Data listing =>
<<<<

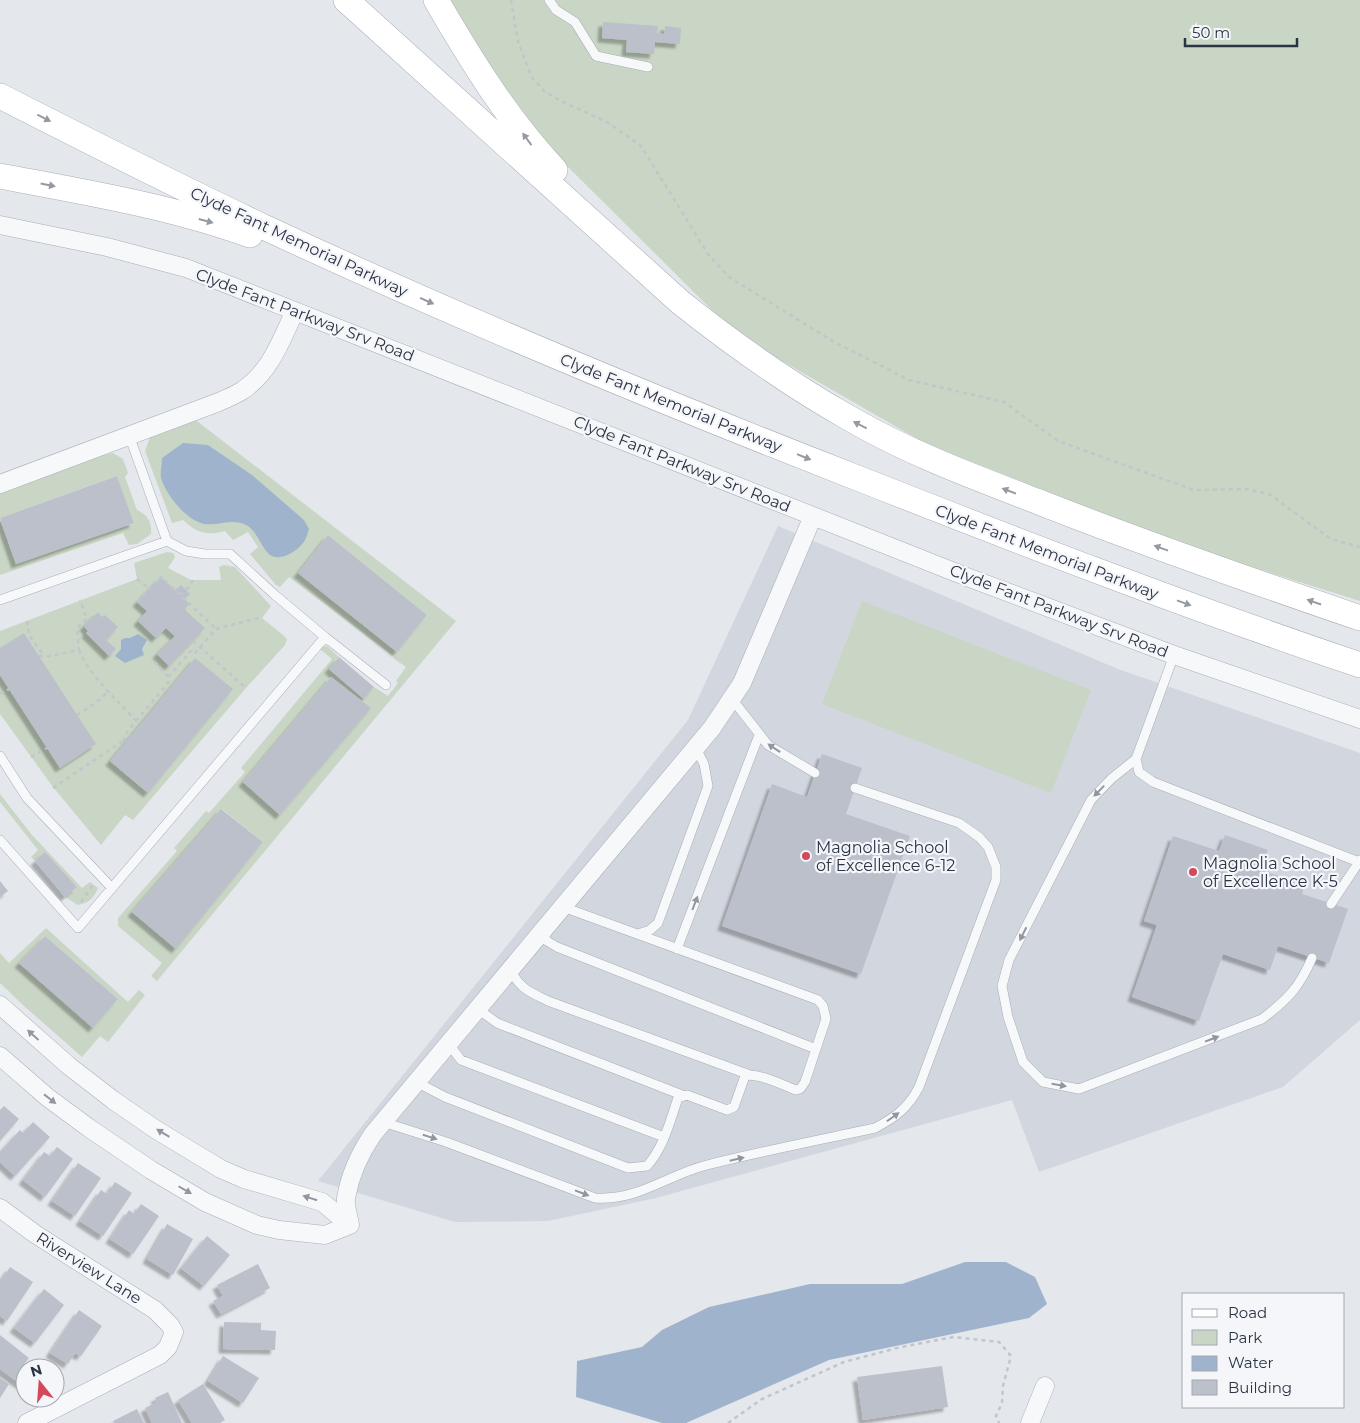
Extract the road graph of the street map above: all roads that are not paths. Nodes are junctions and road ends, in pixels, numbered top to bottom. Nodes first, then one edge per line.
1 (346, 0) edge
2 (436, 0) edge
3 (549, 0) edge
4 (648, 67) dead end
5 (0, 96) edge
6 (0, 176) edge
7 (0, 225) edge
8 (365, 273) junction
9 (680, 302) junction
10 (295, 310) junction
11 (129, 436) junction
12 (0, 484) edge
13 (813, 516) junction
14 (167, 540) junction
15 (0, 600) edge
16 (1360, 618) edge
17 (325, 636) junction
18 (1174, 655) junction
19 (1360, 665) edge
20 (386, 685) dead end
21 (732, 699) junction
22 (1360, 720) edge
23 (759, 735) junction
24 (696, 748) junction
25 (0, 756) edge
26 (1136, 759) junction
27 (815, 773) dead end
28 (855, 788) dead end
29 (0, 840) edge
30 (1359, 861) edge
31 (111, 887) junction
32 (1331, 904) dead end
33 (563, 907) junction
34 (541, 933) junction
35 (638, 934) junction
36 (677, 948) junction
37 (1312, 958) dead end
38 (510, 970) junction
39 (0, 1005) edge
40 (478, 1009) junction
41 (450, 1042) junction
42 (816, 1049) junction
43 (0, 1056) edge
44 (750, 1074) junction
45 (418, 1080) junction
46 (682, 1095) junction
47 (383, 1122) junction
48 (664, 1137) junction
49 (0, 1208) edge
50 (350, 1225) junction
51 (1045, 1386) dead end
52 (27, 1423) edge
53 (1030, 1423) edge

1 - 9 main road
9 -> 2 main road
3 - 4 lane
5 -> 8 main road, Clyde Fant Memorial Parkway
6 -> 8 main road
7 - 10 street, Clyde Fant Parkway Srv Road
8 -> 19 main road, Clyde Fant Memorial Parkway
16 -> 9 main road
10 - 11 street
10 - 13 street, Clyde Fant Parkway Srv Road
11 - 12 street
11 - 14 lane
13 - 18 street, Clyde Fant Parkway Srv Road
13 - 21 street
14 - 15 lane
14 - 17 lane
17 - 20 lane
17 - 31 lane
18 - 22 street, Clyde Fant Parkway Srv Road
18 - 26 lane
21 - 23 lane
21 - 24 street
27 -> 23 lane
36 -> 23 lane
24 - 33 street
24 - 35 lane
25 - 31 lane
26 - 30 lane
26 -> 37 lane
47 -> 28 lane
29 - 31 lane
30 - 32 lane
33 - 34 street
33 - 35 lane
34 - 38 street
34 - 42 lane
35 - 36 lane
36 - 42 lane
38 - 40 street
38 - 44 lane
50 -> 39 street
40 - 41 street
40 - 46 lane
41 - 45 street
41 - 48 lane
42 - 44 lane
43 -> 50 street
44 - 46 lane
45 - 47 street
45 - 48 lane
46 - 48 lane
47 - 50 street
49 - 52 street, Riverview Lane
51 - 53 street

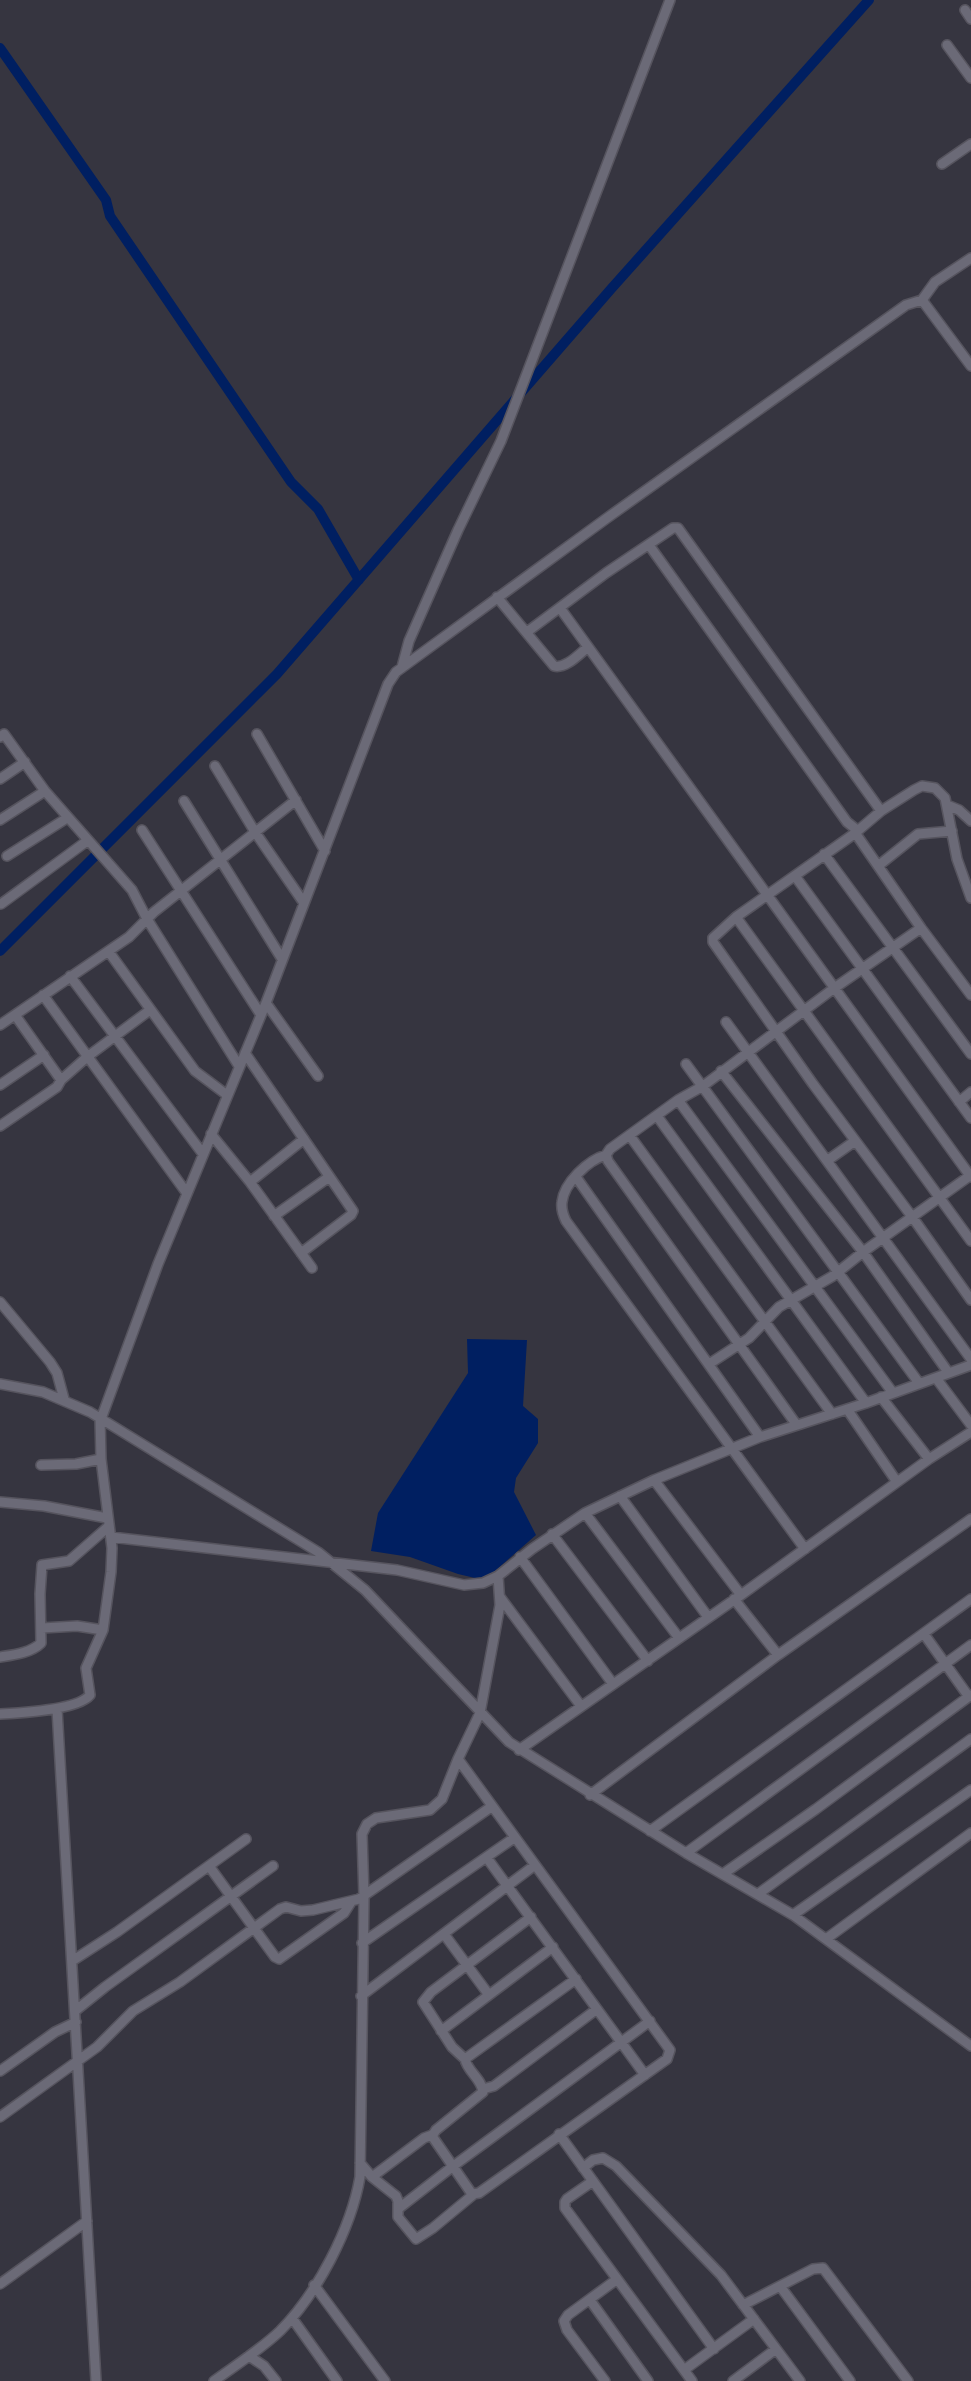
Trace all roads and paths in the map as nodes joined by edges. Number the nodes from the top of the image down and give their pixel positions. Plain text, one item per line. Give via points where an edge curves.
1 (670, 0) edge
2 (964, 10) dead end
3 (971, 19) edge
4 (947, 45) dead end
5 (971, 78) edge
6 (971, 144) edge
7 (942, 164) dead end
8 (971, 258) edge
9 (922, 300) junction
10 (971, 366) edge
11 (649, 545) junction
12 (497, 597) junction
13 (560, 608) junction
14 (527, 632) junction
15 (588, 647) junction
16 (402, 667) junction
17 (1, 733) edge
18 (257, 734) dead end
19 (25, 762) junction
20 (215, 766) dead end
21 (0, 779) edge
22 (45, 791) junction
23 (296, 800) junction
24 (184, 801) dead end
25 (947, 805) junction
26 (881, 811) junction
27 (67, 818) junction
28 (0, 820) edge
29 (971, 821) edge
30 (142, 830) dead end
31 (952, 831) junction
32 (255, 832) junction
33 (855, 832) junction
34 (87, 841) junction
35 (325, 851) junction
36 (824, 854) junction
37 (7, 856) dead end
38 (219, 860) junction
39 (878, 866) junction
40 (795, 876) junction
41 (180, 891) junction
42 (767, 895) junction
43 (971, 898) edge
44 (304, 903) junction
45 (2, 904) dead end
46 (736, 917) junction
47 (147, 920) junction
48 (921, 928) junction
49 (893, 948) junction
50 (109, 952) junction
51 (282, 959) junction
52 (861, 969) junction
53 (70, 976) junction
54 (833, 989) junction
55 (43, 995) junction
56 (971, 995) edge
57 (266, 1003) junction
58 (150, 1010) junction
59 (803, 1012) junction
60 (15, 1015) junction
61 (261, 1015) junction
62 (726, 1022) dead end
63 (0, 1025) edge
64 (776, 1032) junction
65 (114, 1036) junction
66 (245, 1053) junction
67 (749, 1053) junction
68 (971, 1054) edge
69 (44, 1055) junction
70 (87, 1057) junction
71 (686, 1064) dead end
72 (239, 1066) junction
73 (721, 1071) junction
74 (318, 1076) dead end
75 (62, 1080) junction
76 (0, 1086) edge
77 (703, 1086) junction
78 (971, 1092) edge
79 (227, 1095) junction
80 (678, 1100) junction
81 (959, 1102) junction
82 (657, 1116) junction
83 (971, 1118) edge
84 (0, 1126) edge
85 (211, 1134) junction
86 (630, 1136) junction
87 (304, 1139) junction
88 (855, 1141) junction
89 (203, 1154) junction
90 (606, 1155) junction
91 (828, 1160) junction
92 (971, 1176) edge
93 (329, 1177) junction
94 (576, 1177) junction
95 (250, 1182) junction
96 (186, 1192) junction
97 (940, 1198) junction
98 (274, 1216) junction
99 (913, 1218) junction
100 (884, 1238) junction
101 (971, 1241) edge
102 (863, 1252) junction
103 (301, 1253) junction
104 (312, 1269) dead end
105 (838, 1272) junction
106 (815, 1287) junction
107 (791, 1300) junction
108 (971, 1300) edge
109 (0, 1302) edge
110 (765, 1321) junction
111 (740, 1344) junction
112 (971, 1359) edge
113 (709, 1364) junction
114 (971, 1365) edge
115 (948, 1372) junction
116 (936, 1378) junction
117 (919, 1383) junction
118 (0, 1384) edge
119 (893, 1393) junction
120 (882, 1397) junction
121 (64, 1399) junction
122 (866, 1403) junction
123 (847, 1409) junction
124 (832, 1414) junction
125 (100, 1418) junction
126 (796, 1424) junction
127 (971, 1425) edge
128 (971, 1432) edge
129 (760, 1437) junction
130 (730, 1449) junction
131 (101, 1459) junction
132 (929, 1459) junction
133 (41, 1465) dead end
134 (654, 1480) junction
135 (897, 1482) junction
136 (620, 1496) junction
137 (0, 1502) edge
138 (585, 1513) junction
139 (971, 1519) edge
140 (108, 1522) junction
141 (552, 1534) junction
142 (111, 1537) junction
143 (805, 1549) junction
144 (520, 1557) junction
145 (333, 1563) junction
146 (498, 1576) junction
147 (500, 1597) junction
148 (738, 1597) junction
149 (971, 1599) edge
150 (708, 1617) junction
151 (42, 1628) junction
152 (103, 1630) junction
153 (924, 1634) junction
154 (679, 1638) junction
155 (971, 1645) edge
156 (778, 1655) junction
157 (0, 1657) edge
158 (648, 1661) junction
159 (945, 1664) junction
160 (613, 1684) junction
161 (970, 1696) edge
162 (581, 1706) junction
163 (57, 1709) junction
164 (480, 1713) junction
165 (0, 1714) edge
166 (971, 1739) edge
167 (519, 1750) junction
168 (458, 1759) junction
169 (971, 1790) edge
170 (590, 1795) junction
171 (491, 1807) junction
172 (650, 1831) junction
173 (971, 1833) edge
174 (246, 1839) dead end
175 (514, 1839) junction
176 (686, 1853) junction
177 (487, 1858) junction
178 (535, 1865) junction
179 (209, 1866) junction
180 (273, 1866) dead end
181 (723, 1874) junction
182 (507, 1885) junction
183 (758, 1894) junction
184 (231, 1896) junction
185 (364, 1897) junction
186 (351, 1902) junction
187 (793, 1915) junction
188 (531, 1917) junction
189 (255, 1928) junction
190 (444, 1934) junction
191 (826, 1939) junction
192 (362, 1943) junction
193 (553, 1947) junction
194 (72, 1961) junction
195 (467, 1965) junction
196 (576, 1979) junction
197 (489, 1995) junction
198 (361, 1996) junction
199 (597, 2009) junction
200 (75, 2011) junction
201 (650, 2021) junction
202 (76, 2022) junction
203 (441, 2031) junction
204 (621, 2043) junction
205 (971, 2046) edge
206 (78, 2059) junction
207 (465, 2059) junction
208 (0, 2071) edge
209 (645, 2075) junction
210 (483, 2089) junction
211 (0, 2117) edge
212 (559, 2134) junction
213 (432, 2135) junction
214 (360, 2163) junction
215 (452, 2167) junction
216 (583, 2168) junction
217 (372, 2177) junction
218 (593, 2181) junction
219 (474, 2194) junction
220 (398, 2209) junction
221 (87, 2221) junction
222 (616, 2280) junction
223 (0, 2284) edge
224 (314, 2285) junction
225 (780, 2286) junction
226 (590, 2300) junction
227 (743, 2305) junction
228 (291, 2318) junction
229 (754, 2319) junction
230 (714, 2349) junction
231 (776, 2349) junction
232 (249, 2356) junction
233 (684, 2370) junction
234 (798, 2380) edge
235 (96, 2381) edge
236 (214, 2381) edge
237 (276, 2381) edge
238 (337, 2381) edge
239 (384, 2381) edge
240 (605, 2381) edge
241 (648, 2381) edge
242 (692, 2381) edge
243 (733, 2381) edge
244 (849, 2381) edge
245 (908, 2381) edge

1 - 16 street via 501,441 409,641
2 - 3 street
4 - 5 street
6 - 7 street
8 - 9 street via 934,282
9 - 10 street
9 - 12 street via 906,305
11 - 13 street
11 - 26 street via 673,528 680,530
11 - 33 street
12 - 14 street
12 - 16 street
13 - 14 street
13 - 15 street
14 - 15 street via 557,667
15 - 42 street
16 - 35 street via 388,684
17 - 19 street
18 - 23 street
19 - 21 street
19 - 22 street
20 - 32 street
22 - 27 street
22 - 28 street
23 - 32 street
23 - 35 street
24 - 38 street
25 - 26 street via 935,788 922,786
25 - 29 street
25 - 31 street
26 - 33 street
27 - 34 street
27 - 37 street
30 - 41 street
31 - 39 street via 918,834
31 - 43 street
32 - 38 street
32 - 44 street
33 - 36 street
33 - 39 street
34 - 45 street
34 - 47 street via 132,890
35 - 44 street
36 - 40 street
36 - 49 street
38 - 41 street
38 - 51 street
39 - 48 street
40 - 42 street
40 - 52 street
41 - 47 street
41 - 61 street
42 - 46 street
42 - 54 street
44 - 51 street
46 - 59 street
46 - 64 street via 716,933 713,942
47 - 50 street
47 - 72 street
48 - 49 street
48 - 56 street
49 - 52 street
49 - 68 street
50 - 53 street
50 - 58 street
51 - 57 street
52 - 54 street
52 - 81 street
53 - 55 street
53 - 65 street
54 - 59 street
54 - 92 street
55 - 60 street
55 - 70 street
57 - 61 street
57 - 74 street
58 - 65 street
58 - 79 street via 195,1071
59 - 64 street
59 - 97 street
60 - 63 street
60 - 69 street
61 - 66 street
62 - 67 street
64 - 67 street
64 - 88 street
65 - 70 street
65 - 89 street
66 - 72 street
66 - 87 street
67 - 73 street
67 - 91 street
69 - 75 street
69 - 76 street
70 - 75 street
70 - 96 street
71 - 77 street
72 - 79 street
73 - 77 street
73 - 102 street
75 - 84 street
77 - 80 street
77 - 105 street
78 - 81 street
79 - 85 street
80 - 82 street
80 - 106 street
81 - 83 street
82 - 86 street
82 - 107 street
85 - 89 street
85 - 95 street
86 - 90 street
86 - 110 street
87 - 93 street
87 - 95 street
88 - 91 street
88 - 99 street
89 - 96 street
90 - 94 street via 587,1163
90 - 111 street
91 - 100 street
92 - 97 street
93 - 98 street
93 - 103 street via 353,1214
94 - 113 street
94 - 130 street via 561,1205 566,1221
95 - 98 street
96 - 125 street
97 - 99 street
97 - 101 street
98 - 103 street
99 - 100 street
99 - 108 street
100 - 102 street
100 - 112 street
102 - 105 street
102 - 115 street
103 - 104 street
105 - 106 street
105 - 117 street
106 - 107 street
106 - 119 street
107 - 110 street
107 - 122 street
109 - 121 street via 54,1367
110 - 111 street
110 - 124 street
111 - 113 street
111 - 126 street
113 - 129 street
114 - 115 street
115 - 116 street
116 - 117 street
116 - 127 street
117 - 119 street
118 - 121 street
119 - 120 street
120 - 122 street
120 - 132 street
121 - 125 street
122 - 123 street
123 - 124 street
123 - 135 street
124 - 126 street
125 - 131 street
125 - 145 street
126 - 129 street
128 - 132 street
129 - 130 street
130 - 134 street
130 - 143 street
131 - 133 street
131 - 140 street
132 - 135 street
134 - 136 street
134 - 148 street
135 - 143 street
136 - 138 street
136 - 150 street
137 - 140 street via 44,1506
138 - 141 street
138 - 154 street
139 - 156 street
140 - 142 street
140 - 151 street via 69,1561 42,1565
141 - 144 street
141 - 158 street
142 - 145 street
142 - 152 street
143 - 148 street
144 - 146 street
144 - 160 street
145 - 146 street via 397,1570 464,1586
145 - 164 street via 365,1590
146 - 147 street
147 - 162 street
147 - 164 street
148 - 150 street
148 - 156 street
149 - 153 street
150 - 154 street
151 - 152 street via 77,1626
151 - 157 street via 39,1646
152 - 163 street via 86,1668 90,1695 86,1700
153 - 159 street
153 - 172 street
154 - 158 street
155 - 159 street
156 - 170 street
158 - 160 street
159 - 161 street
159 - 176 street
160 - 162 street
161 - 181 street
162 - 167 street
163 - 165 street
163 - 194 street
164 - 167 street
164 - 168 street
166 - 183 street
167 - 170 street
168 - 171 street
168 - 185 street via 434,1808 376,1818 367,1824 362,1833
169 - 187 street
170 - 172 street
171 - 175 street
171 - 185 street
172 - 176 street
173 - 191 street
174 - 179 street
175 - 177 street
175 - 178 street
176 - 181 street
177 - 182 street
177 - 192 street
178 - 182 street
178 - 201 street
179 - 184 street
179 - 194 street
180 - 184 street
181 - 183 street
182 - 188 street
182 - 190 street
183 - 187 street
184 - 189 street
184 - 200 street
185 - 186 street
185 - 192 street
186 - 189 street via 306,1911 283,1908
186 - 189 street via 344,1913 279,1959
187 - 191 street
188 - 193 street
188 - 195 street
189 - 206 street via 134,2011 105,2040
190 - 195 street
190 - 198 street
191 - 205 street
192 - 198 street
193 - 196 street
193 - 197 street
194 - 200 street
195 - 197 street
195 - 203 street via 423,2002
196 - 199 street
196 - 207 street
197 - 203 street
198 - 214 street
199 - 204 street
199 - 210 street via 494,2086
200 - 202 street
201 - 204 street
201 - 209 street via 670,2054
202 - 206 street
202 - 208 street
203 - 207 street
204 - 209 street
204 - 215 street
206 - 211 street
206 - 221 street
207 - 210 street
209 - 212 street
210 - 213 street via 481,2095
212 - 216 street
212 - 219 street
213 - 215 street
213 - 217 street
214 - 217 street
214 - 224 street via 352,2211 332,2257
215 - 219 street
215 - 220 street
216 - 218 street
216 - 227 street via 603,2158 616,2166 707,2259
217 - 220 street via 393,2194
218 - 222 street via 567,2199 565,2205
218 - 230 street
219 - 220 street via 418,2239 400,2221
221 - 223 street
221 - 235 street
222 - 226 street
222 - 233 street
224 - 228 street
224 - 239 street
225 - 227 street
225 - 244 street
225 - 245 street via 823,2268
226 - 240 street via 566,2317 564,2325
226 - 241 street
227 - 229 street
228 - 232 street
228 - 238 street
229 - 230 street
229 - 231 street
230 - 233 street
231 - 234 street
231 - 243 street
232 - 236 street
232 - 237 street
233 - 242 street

>>>>

Task to complete =>
The lines you need are those containing "Parkway"; find them in the records and copy them.

Your solution =>
5 -> 8 main road, Clyde Fant Memorial Parkway
7 - 10 street, Clyde Fant Parkway Srv Road
8 -> 19 main road, Clyde Fant Memorial Parkway
10 - 13 street, Clyde Fant Parkway Srv Road
13 - 18 street, Clyde Fant Parkway Srv Road
18 - 22 street, Clyde Fant Parkway Srv Road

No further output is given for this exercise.